### YOUR INSTRUCTIONS
Images are to be omitted, and the rest of the records reproduced exactly.

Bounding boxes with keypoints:
——
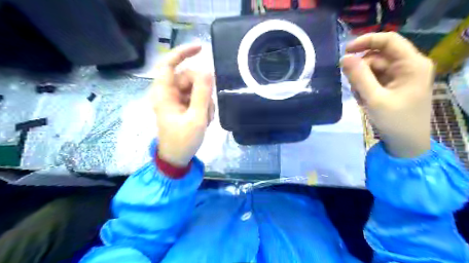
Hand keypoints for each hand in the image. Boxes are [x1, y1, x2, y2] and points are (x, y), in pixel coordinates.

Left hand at [150, 43, 212, 164]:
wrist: (177, 158)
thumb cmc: (183, 141)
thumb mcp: (196, 118)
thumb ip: (202, 93)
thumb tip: (208, 70)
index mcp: (164, 94)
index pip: (169, 64)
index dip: (183, 52)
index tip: (202, 48)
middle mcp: (168, 93)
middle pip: (188, 77)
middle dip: (202, 90)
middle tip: (208, 109)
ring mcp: (175, 100)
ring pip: (195, 88)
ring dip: (205, 101)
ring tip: (206, 119)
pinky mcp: (182, 106)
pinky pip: (195, 98)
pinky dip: (203, 106)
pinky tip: (205, 120)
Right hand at [341, 32, 435, 156]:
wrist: (406, 144)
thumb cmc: (394, 121)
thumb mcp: (374, 98)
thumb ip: (359, 76)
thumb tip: (344, 58)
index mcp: (411, 64)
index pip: (389, 40)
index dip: (366, 41)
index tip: (345, 52)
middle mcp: (408, 66)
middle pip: (378, 57)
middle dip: (361, 70)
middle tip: (353, 88)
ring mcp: (401, 77)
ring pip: (373, 69)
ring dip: (361, 81)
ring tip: (361, 99)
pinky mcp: (394, 86)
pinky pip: (375, 79)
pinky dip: (365, 88)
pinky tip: (364, 100)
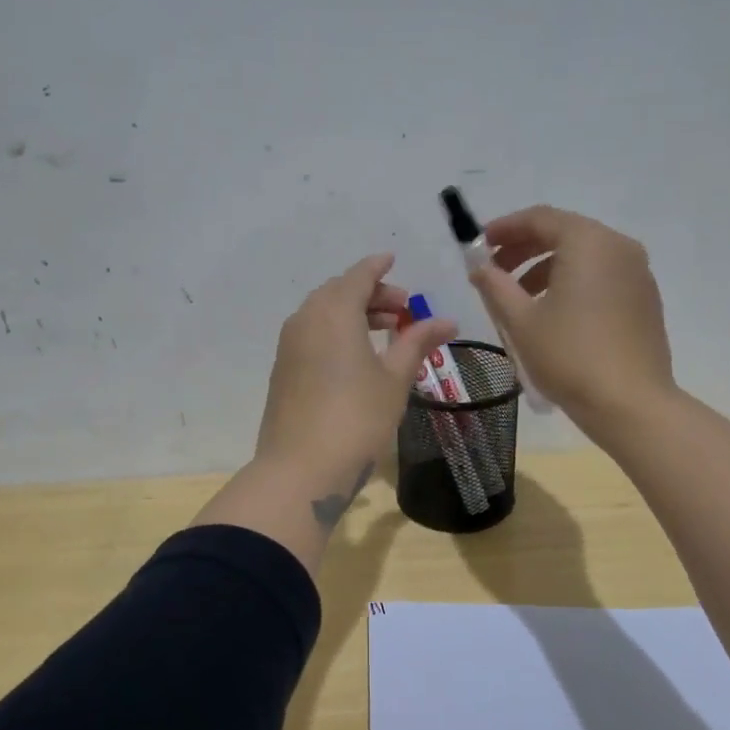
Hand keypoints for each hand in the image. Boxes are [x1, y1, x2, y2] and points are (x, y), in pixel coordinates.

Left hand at [255, 253, 457, 493]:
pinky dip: (335, 332)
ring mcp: (289, 346)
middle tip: (402, 309)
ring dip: (352, 313)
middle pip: (339, 292)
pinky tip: (354, 356)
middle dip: (370, 293)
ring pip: (322, 313)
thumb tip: (446, 320)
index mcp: (334, 312)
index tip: (393, 260)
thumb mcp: (394, 379)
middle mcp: (306, 319)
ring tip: (384, 332)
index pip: (358, 275)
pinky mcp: (283, 370)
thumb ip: (416, 343)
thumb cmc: (357, 418)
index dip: (378, 266)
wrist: (300, 470)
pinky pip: (311, 334)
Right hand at [467, 205, 674, 431]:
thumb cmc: (570, 356)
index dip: (504, 228)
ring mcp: (638, 273)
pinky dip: (572, 282)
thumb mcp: (521, 321)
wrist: (630, 404)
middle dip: (524, 249)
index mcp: (589, 242)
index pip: (540, 218)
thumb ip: (495, 286)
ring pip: (584, 256)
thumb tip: (479, 267)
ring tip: (519, 299)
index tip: (479, 245)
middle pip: (564, 233)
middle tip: (494, 272)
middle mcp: (619, 247)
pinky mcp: (645, 299)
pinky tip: (553, 313)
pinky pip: (602, 276)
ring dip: (546, 268)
——
### EXERCISE ANSWER
Hand keypoints for each hand in the image. Boxes are [x1, y1, x2, y2] and points are (x, y), in pixel coordinates.

Left hand at [150, 43, 212, 164]:
wrist: (177, 158)
thumb cmc: (183, 141)
thumb mcp: (196, 118)
thumb ip: (202, 93)
thumb tip: (208, 70)
index mcp: (164, 94)
index pip: (169, 64)
index dip: (183, 52)
index tip: (202, 48)
middle mcp: (168, 93)
middle pip: (188, 77)
middle dip: (202, 90)
middle tip: (208, 109)
ring mcp: (175, 100)
ring pip: (195, 88)
ring dip: (205, 101)
ring tip: (206, 119)
pinky mcp: (182, 106)
pinky pip: (195, 98)
pinky dip: (203, 106)
pinky tip: (205, 120)
Right hand at [341, 32, 435, 156]:
wrist: (406, 144)
thumb cmc: (394, 121)
thumb mcp: (374, 98)
thumb ip: (359, 76)
thumb tip: (344, 58)
index mcp: (411, 64)
index pip: (389, 40)
index dip: (366, 41)
index tip: (345, 52)
middle mcp: (408, 66)
middle pip: (378, 57)
middle dip: (361, 70)
middle tip: (353, 88)
ring mcp: (401, 77)
ring pip: (373, 69)
ring dip: (361, 81)
ring tip: (361, 99)
pinky mcp: (394, 86)
pinky pip: (375, 79)
pinky dip: (365, 88)
pinky tip: (364, 100)
Hand keypoints for each hand in the image. Boxes are [x1, y1, x2, y2] and points are (x, y), in pixel coordinates.

Left hand at [255, 253, 457, 493]:
pinky dip: (335, 332)
ring mcp: (289, 346)
middle tip: (402, 309)
ring dip: (352, 313)
middle pip: (339, 292)
pinky tip: (354, 356)
middle dip: (370, 293)
ring pip: (322, 313)
thumb tip: (446, 320)
index mcp: (334, 312)
index tip: (393, 260)
thumb mcp: (394, 379)
middle mcp: (306, 319)
ring tip: (384, 332)
index pip: (358, 275)
pinky mcp: (283, 370)
thumb ip: (416, 343)
thumb cmc: (357, 418)
index dip: (378, 266)
wrist: (300, 470)
pinky pip: (311, 334)
Right hand at [467, 205, 674, 431]:
thumb cmc: (570, 356)
index dip: (504, 228)
ring mcp: (638, 273)
pinky dip: (572, 282)
thumb mcp: (521, 321)
wrist: (630, 404)
middle dip: (524, 249)
index mcp: (589, 242)
index pip: (540, 218)
thumb ip: (495, 286)
ring pip: (584, 256)
thumb tip: (479, 267)
ring tip: (519, 299)
index tip: (479, 245)
middle pip: (564, 233)
middle tip: (494, 272)
middle mcp: (619, 247)
pinky mcp: (645, 299)
pinky tip: (553, 313)
pinky pip: (602, 276)
ring dip: (546, 268)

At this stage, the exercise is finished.